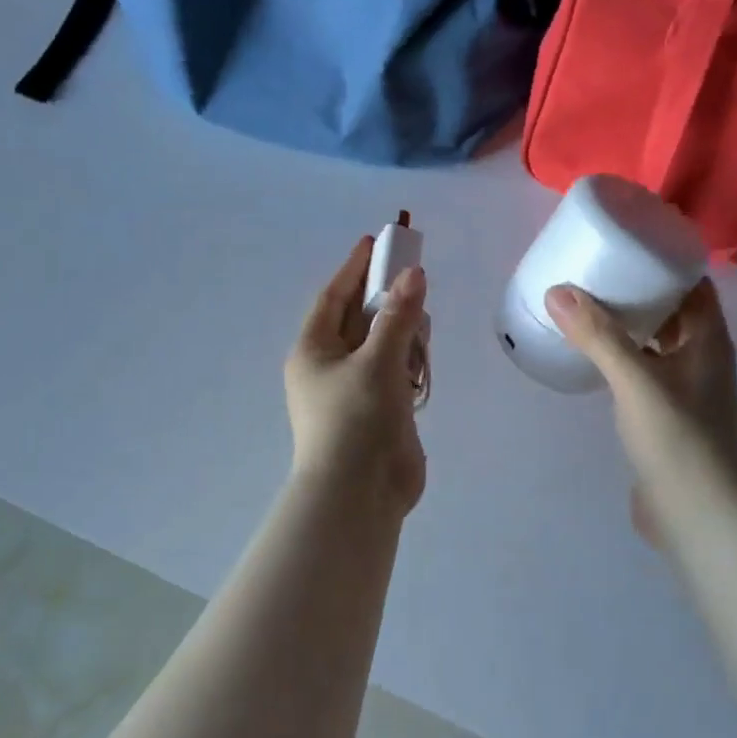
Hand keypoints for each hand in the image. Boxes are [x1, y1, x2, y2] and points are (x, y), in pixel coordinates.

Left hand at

* * *

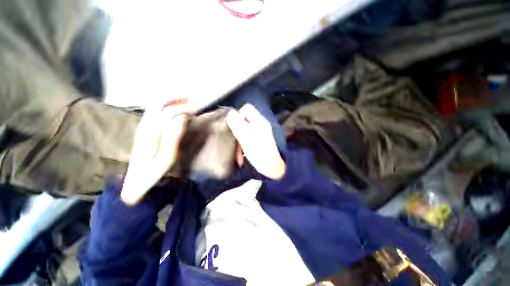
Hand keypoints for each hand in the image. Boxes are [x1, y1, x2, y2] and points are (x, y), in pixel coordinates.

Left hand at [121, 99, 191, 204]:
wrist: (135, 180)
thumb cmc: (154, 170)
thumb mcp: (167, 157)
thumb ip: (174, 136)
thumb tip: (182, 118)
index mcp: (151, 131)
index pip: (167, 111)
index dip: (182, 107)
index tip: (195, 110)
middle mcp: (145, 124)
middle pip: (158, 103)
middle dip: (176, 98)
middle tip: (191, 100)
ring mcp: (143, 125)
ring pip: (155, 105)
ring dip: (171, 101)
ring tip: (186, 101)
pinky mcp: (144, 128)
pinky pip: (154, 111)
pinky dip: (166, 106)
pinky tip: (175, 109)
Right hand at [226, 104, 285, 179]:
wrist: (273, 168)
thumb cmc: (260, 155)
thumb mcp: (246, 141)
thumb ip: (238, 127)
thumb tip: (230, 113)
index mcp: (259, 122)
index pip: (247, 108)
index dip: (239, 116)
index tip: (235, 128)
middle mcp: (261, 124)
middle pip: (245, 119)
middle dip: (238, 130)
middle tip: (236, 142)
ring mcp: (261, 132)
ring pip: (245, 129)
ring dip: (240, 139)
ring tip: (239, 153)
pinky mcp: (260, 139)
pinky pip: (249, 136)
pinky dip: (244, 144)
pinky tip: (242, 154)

▶ **Problem to work on**: Look through the data above and return exactly the lines from the one that contains "index mcp: (151, 131)" to the one that contains "thumb mcp: (246, 141)", inclusive, with nothing else.

▶ **Written solution**:
index mcp: (151, 131)
index pip: (167, 111)
index dip: (182, 107)
index tip: (195, 110)
middle mcp: (145, 124)
middle pip: (158, 103)
middle dip: (176, 98)
middle tip: (191, 100)
ring mcp: (143, 125)
ring pip: (155, 105)
ring dip: (171, 101)
ring tip: (186, 101)
pinky mcp: (144, 128)
pinky pip: (154, 111)
pinky dip: (166, 106)
pinky tip: (175, 109)
Right hand at [226, 104, 285, 179]:
wrist: (273, 168)
thumb cmc: (260, 155)
thumb mcp: (246, 141)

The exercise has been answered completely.